GEÇEN yüzyıl tarihimizde 12 Mart’ın,
hatırlanması ve değerlendirilmesi gereken ayrı bir yeri ve değeri vardır. 12
Mart olayları arasında zaman farkı olmasına rağmen, tarihlerin üçü, mânâ
bakımından birbiri ile illiyet bağına sahiptir. Söz konusu tarihleri ana
hatları ile hatırlamakta yarar var.
Türk tarihinin
kaderinde belirleyici bir rolü bulunan serhat şehir Erzurum, iki yıl süren
Üçüncü Rus İşgali’nden 12 Mart 1918 günü kurtulmuştur. Son derece önemli bu hâdisenin,
bu yıl 103’üncü yıldönümü. Erzurum’un kurtuluşunda adım atan yiğitlere ve
kahramanlara selâm olsun!
Merhum Mehmed Âkif
Ersoy tarafından yazılan ve milletimize armağan edilen millî mutabakat metnimiz
İstiklâl Marşı’nın 12 Mart 1921 tarihinde TBMM’de kabulü de görüldüğü gibi aynı
gün. Bağımsızlık bildirgemiz olan İstiklâl Marşı, bu yıl 100 yaşında! Bu önemli
olayın yüzüncü yılı... Marşı yazana, kabul edenlere ve ilk günün heyecanıyla
okuyanlara selâm olsun!
Son derece önemli
bir başka 12 Mart ise, tasavvuf âleminin yıldızlarından Erzurumlu Alvarlı Efe
Hazretleri’nin 12 Mart 1956 tarihinde beka âlemine göçünün 65’inci yıldönümüdür.
Bu kısa girişten sonra,
vefatının 65’inci yıldönümünde Alvar İmamı Muhammed Lütfi Efe’yi biraz daha
yakından tanımaya ne dersiniz?
Efe Hazretleri
Erzurum’da kısaca
“Efe Hazretleri” diye anılır. “Efe”, Ege bölgesindeki kullanımından farklı
olarak, yörede “Efendim” kelimesinin kısaltmasıdır. İmam, müftü, vaiz gibi
zatlara böyle hitap edilir.
Muhammed Lütfi
Efendi 1868’de, Kındığı köyünde (Hasankale/Pasinler) doğdu. “Alvarlı Efe”, “Alvar
İmamı” veya “Efe Hazretleri” diye meşhurdur. İlk tahsilini, babası Hâce Hüseyin
Efendi’den aldı. Daha sonra Erzurum’da bazı âlimlerin derslerini takip etti. 1891
yılında Hasankale’de Sivaslı Camiî’ne imam tayin edildi. Aynı sene içinde Bitlis’e
giderek Nakşibendî şeyhi Muhammed Pîri Küfrevî’ye intisâb etti. Riyâzetini
tamamladıktan sonra genç yaşta Pîri Küfrevî’nin halîfesi olarak Hasankale’ye
döndü, bir müddet vazîfesine burada devam etti, daha sonra Erzurum’un Dinarkom
köyünde imamlık yaptı.
Hâce Muhammed Lütfî
Efendi, 1868-1956 yılları arasındaki 88 yıllık ömrünün 55 yılını Osmanlı’nın
buhranlarla dolu, çalkantılı yıkılış döneminde, hayatının son 33 yılını ise
yine siyasal, kültürel, dinî ve tasavvufî açıdan birçok inkılâbın yaşandığı
Cumhuriyet’in ilk döneminde yaşamıştır. Onun yaşadığı Osmanlı ve Cumhuriyet
dönemlerinde Anadolu’nun siyâsî, kültürel, dinî ve tasavvufî yapısının Efe
Hazretleri üzerinde çok önemli bir etkisi söz konusudur.

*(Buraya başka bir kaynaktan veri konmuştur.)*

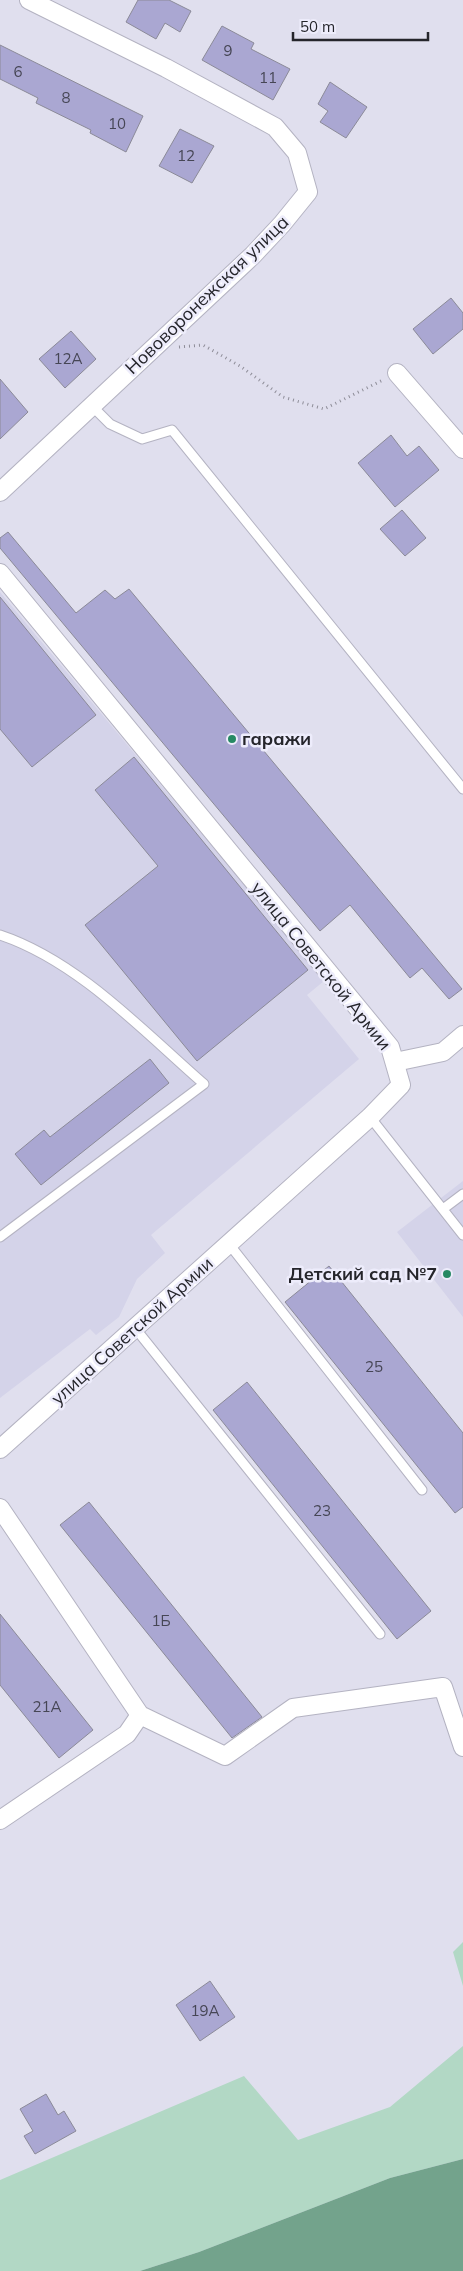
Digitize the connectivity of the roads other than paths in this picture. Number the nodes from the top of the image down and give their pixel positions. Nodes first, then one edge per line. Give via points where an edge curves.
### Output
1 (29, 0) edge
2 (397, 373) road end
3 (92, 406) junction
4 (463, 449) edge
5 (0, 492) edge
6 (0, 573) edge
7 (463, 789) edge
8 (0, 935) edge
9 (463, 1035) edge
10 (394, 1062) junction
11 (370, 1116) junction
12 (463, 1194) edge
13 (443, 1209) junction
14 (463, 1235) edge
15 (0, 1237) edge
16 (229, 1244) junction
17 (135, 1328) junction
18 (0, 1449) edge
19 (422, 1490) dead end
20 (0, 1508) edge
21 (380, 1634) dead end
22 (140, 1715) junction
23 (463, 1747) edge
24 (0, 1820) edge

1 - 3 street, Нововоронежская улица via 275,127 298,154 308,192 253,255
2 - 4 street
3 - 5 street, Нововоронежская улица
3 - 7 lane via 110,424 142,438 172,430
6 - 10 street, улица Советской Армии via 390,1047
8 - 15 lane via 16,940 85,979 204,1084
9 - 10 street via 443,1052
10 - 11 street, улица Советской Армии via 401,1085
11 - 13 lane
11 - 16 street, улица Советской Армии
12 - 13 lane
13 - 14 lane
16 - 17 street, улица Советской Армии
16 - 19 lane
17 - 18 street, улица Советской Армии
17 - 21 lane
20 - 22 street
22 - 23 street via 226,1756 293,1708 443,1687
22 - 24 street via 127,1734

Alvarlı Efe Hazretleri’nin
daha iyi anlaşılması ve fikir dünyasının kavranması adına onun hayatına, fikir
ve ruh dünyasına yön veren “yaşadığı dönemin özelliklerinin” bilinmesi yararlı
olacaktır.
Alvarlı Muhammed
Lütfi Efendi, 12 Şubat 1916’da Rusların Erzurum ve çevresini işgale başlamaları
üzerine babasıyla birlikte Erzurum’a geçti, sonra Rus istilâsı süresince
Tercan’ın Yavi köyünde imamlık yaptı. 17 Ekim Bolşevik Devrimi ile Çarlık
Rusya’sının çökmesinden sonra Ermeniler Erzurum’da büyük bir katliama
giriştiler. Alvarlı Efe, Yavi ve komşu köylerden topladığı 60 kişilik bir milis
gücüyle Ermenilere karşı koydu. Zerdige köyünde Ruslardan kalma, Ermenilere ait
bir silah deposunu ele geçirdi. Daha sonra Erzurum’u işgalden kurtarmak üzere
gelen Kâzım Karabekir Paşa komutasındaki Türk ordusuna katılarak 12 Mart 1918
günü orduyla birlikte Erzurum’a girdi. Ama aynı gün babası, Ermeniler tarafından
şehit edilmişti.
Erzurum’un
kurtuluşundan sonra Hasankale’ye dönen Muhammed Lütfi Efendi, Hasankale’ye
bağlı Alvar köyü halkının isteği üzerine oraya yerleşti. “Alvarlı” unvanı buradan gelmektedir. Nakşibendî Hâlidî
şeyhi olarak 1939’a kadar Alvar’da, sonra Erzurum’da insanları irşâd ile meşgul
oldu. 12 Mart 1956’da bâki âleme göç etti. Cenazesi Alvar köyüne götürülerek
orada defnedildi.
Vefatının ardından Alvarlı Efe hakkında
yapılan girişimler
Arapça, Farsça ve
Türkçe şiirler yazan Alvarlı Muhammed Lütfi Efendi’nin şiirleri, ölümünden
sonra oğlu Seyfeddin Mazlumoğlu tarafından derlenerek “Hulâsatü’l-Hakayık”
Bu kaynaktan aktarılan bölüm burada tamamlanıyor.